# ASSIGNMENT
Nothing but the records themselves, exactly as written and free of pictures, should appear in your response.

# Collected data
────────────────────────────────────────
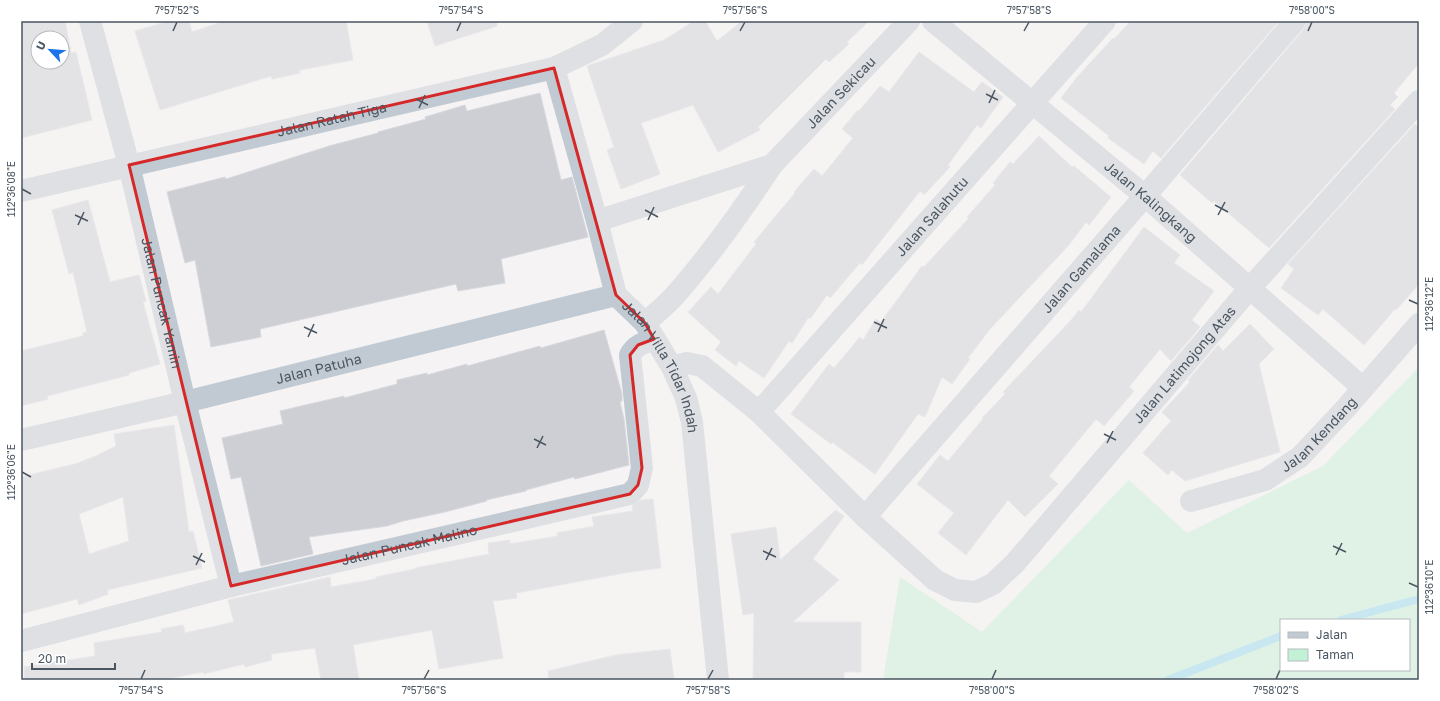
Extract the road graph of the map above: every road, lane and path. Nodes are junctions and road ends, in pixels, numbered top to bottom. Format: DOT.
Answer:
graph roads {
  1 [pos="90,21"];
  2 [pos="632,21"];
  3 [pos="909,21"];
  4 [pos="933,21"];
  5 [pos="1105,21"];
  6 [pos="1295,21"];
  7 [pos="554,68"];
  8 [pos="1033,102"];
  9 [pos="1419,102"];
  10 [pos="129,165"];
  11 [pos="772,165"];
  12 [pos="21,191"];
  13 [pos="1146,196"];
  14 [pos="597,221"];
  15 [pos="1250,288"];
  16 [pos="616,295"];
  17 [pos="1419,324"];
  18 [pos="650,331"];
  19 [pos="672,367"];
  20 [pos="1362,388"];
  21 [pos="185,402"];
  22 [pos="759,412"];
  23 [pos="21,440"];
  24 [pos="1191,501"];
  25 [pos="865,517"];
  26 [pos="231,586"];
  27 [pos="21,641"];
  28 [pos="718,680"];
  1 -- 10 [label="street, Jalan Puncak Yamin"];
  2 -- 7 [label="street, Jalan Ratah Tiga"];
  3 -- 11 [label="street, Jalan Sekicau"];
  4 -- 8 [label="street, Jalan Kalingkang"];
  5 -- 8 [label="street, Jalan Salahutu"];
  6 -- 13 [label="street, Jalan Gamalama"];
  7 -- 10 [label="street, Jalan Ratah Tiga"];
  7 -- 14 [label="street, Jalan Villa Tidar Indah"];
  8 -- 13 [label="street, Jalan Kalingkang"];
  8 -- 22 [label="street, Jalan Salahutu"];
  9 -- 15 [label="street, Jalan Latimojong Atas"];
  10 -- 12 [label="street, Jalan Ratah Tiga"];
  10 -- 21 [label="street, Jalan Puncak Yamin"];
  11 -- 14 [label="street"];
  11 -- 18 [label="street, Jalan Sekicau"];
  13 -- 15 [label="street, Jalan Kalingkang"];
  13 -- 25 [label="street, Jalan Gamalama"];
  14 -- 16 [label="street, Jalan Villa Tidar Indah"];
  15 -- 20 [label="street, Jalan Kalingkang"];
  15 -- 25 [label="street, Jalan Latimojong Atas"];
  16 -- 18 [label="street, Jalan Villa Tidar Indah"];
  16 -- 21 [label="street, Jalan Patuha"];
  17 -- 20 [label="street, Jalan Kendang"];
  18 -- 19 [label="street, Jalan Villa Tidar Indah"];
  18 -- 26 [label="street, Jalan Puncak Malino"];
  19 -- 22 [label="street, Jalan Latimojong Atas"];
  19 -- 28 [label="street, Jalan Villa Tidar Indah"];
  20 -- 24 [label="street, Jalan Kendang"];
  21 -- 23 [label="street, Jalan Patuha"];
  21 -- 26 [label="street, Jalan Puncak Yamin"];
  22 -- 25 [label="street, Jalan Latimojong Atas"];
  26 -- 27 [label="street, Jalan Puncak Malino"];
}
────────────────────────────────────────
# PROBLEM SOLUTION
Extract the road graph of the map above: every road, lane and path. Nodes are junctions and road ends, in pixels, numbered top to bottom. Format: DOT.
Answer:
graph roads {
  1 [pos="90,21"];
  2 [pos="632,21"];
  3 [pos="909,21"];
  4 [pos="933,21"];
  5 [pos="1105,21"];
  6 [pos="1295,21"];
  7 [pos="554,68"];
  8 [pos="1033,102"];
  9 [pos="1419,102"];
  10 [pos="129,165"];
  11 [pos="772,165"];
  12 [pos="21,191"];
  13 [pos="1146,196"];
  14 [pos="597,221"];
  15 [pos="1250,288"];
  16 [pos="616,295"];
  17 [pos="1419,324"];
  18 [pos="650,331"];
  19 [pos="672,367"];
  20 [pos="1362,388"];
  21 [pos="185,402"];
  22 [pos="759,412"];
  23 [pos="21,440"];
  24 [pos="1191,501"];
  25 [pos="865,517"];
  26 [pos="231,586"];
  27 [pos="21,641"];
  28 [pos="718,680"];
  1 -- 10 [label="street, Jalan Puncak Yamin"];
  2 -- 7 [label="street, Jalan Ratah Tiga"];
  3 -- 11 [label="street, Jalan Sekicau"];
  4 -- 8 [label="street, Jalan Kalingkang"];
  5 -- 8 [label="street, Jalan Salahutu"];
  6 -- 13 [label="street, Jalan Gamalama"];
  7 -- 10 [label="street, Jalan Ratah Tiga"];
  7 -- 14 [label="street, Jalan Villa Tidar Indah"];
  8 -- 13 [label="street, Jalan Kalingkang"];
  8 -- 22 [label="street, Jalan Salahutu"];
  9 -- 15 [label="street, Jalan Latimojong Atas"];
  10 -- 12 [label="street, Jalan Ratah Tiga"];
  10 -- 21 [label="street, Jalan Puncak Yamin"];
  11 -- 14 [label="street"];
  11 -- 18 [label="street, Jalan Sekicau"];
  13 -- 15 [label="street, Jalan Kalingkang"];
  13 -- 25 [label="street, Jalan Gamalama"];
  14 -- 16 [label="street, Jalan Villa Tidar Indah"];
  15 -- 20 [label="street, Jalan Kalingkang"];
  15 -- 25 [label="street, Jalan Latimojong Atas"];
  16 -- 18 [label="street, Jalan Villa Tidar Indah"];
  16 -- 21 [label="street, Jalan Patuha"];
  17 -- 20 [label="street, Jalan Kendang"];
  18 -- 19 [label="street, Jalan Villa Tidar Indah"];
  18 -- 26 [label="street, Jalan Puncak Malino"];
  19 -- 22 [label="street, Jalan Latimojong Atas"];
  19 -- 28 [label="street, Jalan Villa Tidar Indah"];
  20 -- 24 [label="street, Jalan Kendang"];
  21 -- 23 [label="street, Jalan Patuha"];
  21 -- 26 [label="street, Jalan Puncak Yamin"];
  22 -- 25 [label="street, Jalan Latimojong Atas"];
  26 -- 27 [label="street, Jalan Puncak Malino"];
}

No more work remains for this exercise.